Segment Start: RECORDS FOR PROCESSING
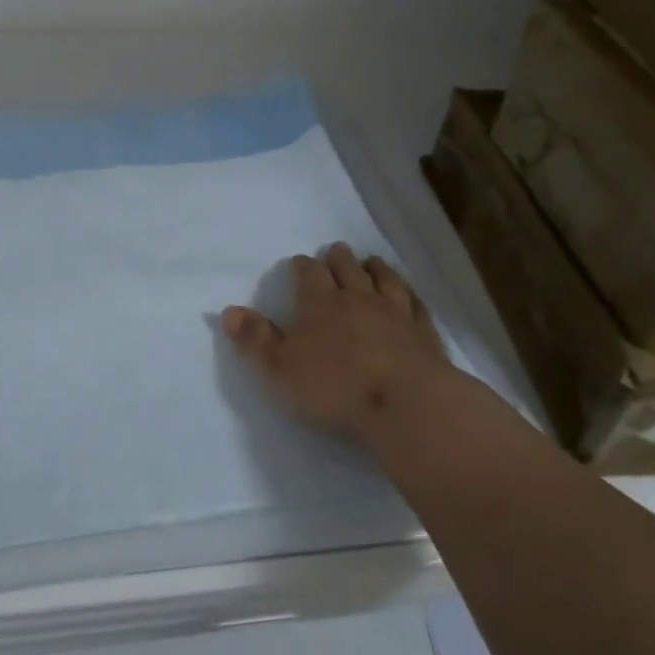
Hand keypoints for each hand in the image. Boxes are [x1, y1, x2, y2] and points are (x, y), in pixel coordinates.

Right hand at [223, 243, 453, 439]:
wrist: (406, 403)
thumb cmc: (334, 387)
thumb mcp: (279, 369)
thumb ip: (254, 339)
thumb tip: (229, 310)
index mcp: (320, 303)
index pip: (308, 272)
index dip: (302, 266)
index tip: (299, 263)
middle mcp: (358, 298)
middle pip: (347, 268)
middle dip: (338, 258)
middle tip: (335, 251)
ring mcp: (396, 312)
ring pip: (384, 279)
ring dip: (375, 268)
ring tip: (370, 261)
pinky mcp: (424, 333)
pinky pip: (416, 304)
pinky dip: (410, 295)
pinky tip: (409, 294)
Segment End: RECORDS FOR PROCESSING
TASK REQUIREMENTS:
Only lines holding the word "index" belong in the answer; copy all of them from the records.

TASK RESPONSE:
index mcp: (320, 303)
index pip: (308, 272)
index dip: (302, 266)
index tip: (299, 263)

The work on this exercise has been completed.